Quest'anno al Festivaletteratura dormo insieme ai volontari, e in particolare alloggio con quaranta di loro in una palestra attrezzata con letti di cartone, materassi di conglomerati chimici morbidi, sacchi a peli. È una idea nata un mese fa, chissà come, con gli organizzatori del festival. Uno di loro coordina con gentilezza e professionalità i miei spostamenti e il mio alloggio, e le sue prime parole al telefono mi ritornano ancora alle orecchie, come l'eco di un presagio: «Ti metto nella Sacchi.
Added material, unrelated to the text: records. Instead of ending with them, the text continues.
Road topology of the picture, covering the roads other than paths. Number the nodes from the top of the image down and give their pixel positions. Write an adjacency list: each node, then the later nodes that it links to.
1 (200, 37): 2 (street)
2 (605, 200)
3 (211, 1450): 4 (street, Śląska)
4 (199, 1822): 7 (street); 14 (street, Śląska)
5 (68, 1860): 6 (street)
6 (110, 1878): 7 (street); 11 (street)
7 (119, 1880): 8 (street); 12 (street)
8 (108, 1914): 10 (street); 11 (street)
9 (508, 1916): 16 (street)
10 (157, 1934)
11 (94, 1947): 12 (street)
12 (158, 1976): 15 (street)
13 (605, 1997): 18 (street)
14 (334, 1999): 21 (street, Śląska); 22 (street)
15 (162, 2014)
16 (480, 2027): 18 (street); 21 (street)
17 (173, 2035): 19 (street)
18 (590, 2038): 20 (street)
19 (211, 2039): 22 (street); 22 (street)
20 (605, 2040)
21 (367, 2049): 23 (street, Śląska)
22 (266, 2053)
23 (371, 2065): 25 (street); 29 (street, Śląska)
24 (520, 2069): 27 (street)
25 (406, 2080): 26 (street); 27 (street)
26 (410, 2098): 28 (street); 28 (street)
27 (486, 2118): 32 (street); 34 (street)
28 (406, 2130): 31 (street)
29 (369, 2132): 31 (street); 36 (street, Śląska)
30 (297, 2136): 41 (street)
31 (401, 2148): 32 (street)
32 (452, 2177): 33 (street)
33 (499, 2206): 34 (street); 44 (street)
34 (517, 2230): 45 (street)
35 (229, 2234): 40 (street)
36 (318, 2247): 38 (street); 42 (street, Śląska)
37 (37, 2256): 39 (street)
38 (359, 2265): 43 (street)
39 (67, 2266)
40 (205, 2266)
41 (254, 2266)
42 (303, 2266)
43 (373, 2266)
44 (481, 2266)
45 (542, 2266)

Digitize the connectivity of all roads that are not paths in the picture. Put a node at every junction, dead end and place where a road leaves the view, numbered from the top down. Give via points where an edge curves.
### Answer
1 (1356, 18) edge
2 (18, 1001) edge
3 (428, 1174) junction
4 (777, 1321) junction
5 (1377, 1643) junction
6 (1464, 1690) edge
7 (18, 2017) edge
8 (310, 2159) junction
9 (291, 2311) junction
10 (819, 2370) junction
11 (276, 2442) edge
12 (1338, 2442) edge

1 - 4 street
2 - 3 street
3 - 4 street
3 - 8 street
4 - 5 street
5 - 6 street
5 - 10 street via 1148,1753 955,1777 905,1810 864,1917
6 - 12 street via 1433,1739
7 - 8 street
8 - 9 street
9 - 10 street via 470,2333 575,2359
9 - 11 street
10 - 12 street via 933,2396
Quella palestra è un porto di mare, è il posto peggiore dove potresti capitare. Quindi è perfetta».

Non capisco se la fama della palestra Sacchi sia esagerata a puntino per mettere suspense alla mia perlustrazione, né se la perfezione millantata sia velata da una sottilissima ironia, son tutte cose che scoprirò, ma capisco chiaramente che se vuoi vedere la tigre devi entrare nella sua giungla, non puoi cercarla nell'orto.

Parcheggio l'auto e mi avvicino alla palestra, decidendo che da quel momento mi sarei forzato a non chiamarla più in quel modo, bensì "alloggio", o anche "casa" semmai mi venisse naturale. Sul muro accanto alla porta c'è un'accoglienza che più dantesca non si può.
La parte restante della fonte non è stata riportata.